Un tempo logorava, ora il potere chiude il cervello nella prigione dell'Io
In vent’anni di esperimenti sul comportamento di soggetti in posizioni di potere, lo psicologo Keltner, ha concluso che questi tendono ad agire come se avessero subito un trauma cerebrale. Il cortocircuito fra autorità ed empatia
New York. Il potere logora chi non ce l’ha, com’è noto dall’aforisma di Talleyrand-Andreotti e da alcune elementari osservazioni del comportamento umano, ma anche chi il potere ce l’ha non è immune dal logoramento. Nel primo caso ci si può rimettere il senno, forse anche l’anima, nel secondo si rischia di bruciarsi il cervello, che per lo scientismo materialista mainstream è pure peggio. Autorevoli schiere di studiosi sventolano prove di degenerazioni cerebrali che affliggono le persone in posizioni di potere, privandole innanzitutto dell’empatia, la capacità di mettersi nei panni degli altri, di immedesimarsi nelle circostanze dell’interlocutore e di assumere un punto di vista che non sia il proprio.
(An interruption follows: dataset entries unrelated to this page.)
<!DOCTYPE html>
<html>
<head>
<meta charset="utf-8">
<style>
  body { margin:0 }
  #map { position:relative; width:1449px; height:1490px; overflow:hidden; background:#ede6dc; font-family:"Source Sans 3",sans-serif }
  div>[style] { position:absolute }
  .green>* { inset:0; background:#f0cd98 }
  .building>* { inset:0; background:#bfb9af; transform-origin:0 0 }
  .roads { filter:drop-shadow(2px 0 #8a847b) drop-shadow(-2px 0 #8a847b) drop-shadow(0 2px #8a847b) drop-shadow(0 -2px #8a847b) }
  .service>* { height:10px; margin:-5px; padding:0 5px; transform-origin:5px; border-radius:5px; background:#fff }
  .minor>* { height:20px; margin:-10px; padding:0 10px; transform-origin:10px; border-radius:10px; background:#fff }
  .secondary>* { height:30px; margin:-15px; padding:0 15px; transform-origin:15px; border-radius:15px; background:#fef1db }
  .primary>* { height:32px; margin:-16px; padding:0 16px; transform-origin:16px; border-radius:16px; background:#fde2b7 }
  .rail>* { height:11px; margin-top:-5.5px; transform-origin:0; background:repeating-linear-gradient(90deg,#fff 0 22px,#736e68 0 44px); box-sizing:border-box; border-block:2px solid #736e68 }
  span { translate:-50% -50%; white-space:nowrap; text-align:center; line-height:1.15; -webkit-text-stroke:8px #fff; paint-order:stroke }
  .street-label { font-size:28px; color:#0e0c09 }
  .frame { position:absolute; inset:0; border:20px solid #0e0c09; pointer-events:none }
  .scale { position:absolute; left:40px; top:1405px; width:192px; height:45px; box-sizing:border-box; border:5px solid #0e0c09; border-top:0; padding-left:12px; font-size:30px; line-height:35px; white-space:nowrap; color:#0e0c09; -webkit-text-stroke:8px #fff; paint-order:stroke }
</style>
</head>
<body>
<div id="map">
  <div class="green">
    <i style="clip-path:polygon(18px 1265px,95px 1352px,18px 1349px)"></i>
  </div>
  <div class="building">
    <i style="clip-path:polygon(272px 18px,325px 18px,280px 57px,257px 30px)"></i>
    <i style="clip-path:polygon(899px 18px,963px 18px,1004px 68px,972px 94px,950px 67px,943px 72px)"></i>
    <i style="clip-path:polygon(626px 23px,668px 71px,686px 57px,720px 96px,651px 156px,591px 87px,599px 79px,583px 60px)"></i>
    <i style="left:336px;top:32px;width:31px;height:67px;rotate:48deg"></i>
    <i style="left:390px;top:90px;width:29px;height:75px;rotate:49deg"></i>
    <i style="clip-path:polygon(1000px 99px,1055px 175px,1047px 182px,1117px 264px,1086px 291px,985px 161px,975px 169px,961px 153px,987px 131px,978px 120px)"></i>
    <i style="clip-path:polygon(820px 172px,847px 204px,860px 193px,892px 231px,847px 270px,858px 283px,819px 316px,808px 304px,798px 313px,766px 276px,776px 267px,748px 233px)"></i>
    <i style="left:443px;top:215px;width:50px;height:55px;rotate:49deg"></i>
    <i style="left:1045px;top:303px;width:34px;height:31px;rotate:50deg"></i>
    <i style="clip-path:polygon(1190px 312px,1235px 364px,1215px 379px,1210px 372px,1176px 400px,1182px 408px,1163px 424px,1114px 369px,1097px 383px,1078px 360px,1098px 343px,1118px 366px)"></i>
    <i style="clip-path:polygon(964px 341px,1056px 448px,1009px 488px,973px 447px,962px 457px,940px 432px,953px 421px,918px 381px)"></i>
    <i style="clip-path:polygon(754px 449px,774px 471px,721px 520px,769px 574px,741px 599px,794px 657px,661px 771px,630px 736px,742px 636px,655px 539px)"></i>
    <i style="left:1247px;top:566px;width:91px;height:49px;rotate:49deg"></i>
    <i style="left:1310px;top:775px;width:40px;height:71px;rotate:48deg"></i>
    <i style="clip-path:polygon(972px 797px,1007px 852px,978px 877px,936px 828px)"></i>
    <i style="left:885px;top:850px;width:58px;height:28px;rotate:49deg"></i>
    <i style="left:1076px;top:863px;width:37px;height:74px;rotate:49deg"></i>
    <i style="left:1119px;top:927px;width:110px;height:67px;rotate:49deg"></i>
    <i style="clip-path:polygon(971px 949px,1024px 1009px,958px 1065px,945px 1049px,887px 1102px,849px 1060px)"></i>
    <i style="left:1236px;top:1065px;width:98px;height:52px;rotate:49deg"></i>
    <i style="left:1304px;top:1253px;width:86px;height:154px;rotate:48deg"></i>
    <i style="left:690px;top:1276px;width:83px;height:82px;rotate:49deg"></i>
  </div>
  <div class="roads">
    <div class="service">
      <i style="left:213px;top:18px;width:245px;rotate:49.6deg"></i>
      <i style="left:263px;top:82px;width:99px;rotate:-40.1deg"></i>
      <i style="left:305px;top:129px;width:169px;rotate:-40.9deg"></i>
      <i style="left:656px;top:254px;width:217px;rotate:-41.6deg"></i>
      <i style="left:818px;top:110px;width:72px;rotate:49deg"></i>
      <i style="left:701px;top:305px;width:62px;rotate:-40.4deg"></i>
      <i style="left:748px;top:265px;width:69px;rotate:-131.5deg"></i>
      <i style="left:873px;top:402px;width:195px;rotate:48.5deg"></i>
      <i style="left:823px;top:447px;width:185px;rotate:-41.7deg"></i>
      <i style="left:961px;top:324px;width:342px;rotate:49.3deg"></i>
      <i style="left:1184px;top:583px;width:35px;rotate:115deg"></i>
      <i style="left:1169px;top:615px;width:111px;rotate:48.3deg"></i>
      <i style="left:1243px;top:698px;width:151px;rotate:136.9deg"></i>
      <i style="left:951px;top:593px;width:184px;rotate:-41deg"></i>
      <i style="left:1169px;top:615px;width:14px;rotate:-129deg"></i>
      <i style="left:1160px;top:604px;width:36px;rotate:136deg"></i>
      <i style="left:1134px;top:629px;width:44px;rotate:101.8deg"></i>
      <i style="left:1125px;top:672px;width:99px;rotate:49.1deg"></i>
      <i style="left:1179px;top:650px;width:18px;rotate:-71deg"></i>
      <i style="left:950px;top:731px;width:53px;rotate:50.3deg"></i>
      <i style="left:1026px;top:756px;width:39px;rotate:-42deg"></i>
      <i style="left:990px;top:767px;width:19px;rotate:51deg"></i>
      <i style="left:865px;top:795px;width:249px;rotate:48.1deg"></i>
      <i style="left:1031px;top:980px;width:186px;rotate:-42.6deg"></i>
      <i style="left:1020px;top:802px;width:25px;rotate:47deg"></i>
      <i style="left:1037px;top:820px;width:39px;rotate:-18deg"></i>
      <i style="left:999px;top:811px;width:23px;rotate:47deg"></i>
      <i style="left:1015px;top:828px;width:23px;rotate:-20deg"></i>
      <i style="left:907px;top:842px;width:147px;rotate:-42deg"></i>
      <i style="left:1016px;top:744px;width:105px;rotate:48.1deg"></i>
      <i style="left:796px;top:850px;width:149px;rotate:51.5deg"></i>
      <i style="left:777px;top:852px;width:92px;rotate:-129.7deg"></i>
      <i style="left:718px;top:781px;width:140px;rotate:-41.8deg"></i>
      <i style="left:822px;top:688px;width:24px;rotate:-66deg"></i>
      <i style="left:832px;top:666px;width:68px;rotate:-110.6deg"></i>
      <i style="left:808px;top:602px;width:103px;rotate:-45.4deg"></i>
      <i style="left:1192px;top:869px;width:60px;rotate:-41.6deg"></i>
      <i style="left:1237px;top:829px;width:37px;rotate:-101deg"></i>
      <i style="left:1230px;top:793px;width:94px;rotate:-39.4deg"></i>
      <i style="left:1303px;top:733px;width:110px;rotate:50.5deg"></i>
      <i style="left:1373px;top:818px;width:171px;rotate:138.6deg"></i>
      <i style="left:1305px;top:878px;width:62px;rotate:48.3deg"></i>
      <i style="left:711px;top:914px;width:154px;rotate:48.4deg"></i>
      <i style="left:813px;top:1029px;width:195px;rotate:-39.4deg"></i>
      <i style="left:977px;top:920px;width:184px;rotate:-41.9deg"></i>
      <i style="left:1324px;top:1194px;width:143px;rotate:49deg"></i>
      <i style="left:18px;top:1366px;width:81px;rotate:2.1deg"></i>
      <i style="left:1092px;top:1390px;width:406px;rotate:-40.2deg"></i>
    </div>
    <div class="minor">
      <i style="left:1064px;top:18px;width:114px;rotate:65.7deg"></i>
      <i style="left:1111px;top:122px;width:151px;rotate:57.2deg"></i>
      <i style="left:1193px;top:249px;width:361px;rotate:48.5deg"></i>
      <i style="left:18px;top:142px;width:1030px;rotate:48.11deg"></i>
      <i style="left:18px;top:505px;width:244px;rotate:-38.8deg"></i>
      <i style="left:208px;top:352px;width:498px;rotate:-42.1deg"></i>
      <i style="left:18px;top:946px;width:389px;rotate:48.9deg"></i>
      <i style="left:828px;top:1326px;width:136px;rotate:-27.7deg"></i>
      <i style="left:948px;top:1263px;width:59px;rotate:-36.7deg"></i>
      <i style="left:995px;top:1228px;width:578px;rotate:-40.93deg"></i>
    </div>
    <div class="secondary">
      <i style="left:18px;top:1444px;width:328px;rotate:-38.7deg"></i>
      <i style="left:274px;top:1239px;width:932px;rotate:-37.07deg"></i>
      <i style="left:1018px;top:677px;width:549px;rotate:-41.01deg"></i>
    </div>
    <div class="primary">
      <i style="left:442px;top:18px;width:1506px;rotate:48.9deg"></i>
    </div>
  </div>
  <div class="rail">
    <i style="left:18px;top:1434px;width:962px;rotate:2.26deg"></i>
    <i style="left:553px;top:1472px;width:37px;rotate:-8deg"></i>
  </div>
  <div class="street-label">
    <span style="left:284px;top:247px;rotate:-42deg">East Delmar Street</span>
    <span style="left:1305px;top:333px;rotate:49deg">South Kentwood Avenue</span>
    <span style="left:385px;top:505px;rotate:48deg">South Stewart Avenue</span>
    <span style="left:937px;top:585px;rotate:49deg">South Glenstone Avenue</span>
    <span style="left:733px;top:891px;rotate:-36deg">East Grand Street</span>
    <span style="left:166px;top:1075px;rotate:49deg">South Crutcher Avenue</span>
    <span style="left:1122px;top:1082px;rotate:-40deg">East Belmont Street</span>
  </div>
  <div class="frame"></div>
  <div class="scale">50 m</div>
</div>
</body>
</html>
L’amministratore delegato di Wells Fargo che si ritrova spaesato di fronte alla commissione del Congresso, come se avesse difficoltà ad afferrare i termini elementari delle domande, che lo incalza sul fatto che non ha notato la creazione di migliaia di conti fasulli da parte dei suoi dipendenti può essere il segno di un goffo truffatore, ma l’occhio clinico più allenato può scorgervi la degenerazione di un processo neurale. Roba forte, strutturale, molto più di una vertigine. Lo stesso vale per certi politici che arrivano al potere e si dimenticano improvvisamente di tutto quello che hanno promesso agli elettori che li hanno votati, oppure per certi altri che, stabilmente al comando, mettono la propria credibilità politica alla prova di referendum popolari che non hanno speranze di vincere. Anche chi conduce negoziati dal campo da golf, triangolando con Twitter, con i regimi più chiusi e paranoici del pianeta non brilla immediatamente per la capacità di guardare il mondo al di fuori del proprio schema. Sono esempi, naturalmente di fantasia, che illustrano una comune difficoltà a concepire idee, opinioni e stati di vita al di fuori del proprio.
In vent’anni di esperimenti sul comportamento di soggetti in posizioni di potere, lo psicologo Dacher Keltner, dell’università di Berkeley, ha concluso che questi tendono ad agire come se avessero subito un trauma cerebrale: sono meno coscienti del rischio e più impulsivi, ma soprattutto sono “meno capaci di vedere le cose dal punto di vista di altre persone”, come scrive Jerry Useem in un saggio pubblicato sull’ultimo numero dell’Atlantic. Sukhvinder Obhi, neuroscienziato della McMaster University, in Canada, ha fatto osservazioni analoghe, ma invece di dedurre le prove dal comportamento dei soggetti studiati in laboratorio le ha viste direttamente nelle scansioni cerebrali fatte a certi pazienti sotto l’influenza del potere. L’osservazione neurologica ha mostrato che molti di questi hanno una disfunzione in uno specifico processo dei neuroni-specchio, quella che non a caso è associata all’empatia. Obhi sembra aver così sottratto il logoramento del potere dalle considerazioni aneddotiche e dalle leggi ondivaghe della psicologia per dare al fenomeno un fondamento biologico, materiale, una manna per chi pensa che l’uomo sia tutto sinapsi e interazioni chimiche.
Dalla scoperta discende però un paradosso: i potenti privi di empatia sono quasi sempre gli stessi che hanno affinato l’arte dell’empatia per ottenere le posizioni di potere che poi li hanno resi incapaci di immedesimazione. I leader che ottengono e gestiscono il consenso popolare costruiscono le loro fortune sulla capacità di mettersi nei panni degli altri, ma una volta sul trono la loro capacità decade, in una specie di circolo vizioso che ha tutta l’aria di un contrappasso. Il neuroscienziato ha cercato anche di indagare come la volontà del soggetto influisce sulla sua capacità neurale, e in una seconda serie di esperimenti ha spiegato ai soggetti studiati la questione dei neuroni a specchio e del deterioramento riscontrato, in modo che, coscienti del loro deficit, potessero sopperire alla fisiologia con l’intenzione. Risultato: “I test non hanno mostrato alcuna differenza”, segno che lo sforzo di opporsi al logoramento soggettivista e centripeto del potere è vano. Non è che la possibilità dell’empatia sia perduta per sempre, ma è come se fosse inibita, anestetizzata, e certo le circostanze in cui le persone di potere si trovano ad agire solitamente non aiutano: circondati da chi dà loro ragione e più abituati a imporre che ad adeguarsi a vincoli esterni, i potenti si disabituano in fretta a fare ciò che li aveva resi potenti.